──────── Available data

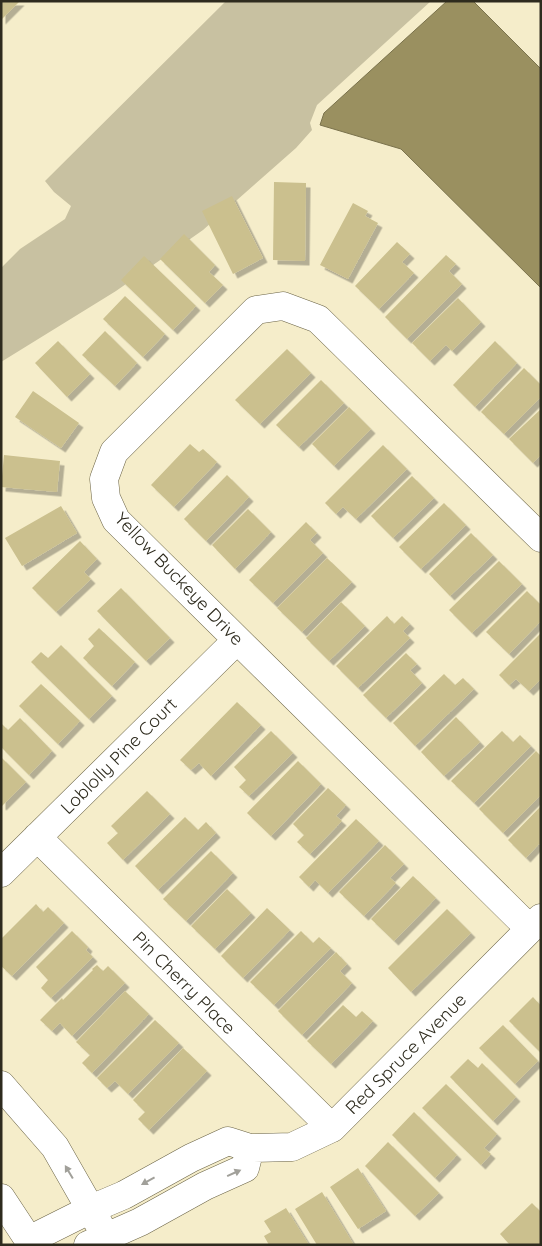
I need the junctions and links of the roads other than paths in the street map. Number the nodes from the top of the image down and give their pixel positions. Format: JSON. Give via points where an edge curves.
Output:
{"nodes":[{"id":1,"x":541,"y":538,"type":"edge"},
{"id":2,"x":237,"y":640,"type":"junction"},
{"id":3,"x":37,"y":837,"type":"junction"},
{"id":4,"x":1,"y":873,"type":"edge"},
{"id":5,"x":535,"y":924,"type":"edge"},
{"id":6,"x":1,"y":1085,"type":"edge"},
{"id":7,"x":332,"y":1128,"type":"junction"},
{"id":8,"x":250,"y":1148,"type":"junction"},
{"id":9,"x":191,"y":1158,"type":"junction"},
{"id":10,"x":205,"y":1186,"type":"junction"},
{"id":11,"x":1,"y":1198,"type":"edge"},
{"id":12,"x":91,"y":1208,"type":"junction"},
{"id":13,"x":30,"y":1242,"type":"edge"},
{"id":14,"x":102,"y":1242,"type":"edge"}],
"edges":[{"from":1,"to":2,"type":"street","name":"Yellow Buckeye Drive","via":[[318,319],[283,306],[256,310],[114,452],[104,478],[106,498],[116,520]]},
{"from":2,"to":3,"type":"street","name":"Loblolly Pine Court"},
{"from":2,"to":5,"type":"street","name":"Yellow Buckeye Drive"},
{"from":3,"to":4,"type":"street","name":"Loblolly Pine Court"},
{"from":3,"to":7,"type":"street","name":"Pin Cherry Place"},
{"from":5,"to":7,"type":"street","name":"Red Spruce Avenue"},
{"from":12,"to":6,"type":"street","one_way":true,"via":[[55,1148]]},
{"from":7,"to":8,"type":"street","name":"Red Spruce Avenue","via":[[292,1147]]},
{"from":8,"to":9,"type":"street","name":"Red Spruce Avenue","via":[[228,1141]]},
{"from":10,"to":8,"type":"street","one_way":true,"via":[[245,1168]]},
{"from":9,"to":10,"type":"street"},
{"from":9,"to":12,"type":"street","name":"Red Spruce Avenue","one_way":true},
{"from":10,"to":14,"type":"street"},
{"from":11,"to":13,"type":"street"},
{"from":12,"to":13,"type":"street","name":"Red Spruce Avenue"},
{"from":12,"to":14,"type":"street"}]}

────────────────

Exercise: Wherever the string "Buckeye" appears in the records, copy the whole line.

Result:
"edges":[{"from":1,"to":2,"type":"street","name":"Yellow Buckeye Drive","via":[[318,319],[283,306],[256,310],[114,452],[104,478],[106,498],[116,520]]},
{"from":2,"to":5,"type":"street","name":"Yellow Buckeye Drive"},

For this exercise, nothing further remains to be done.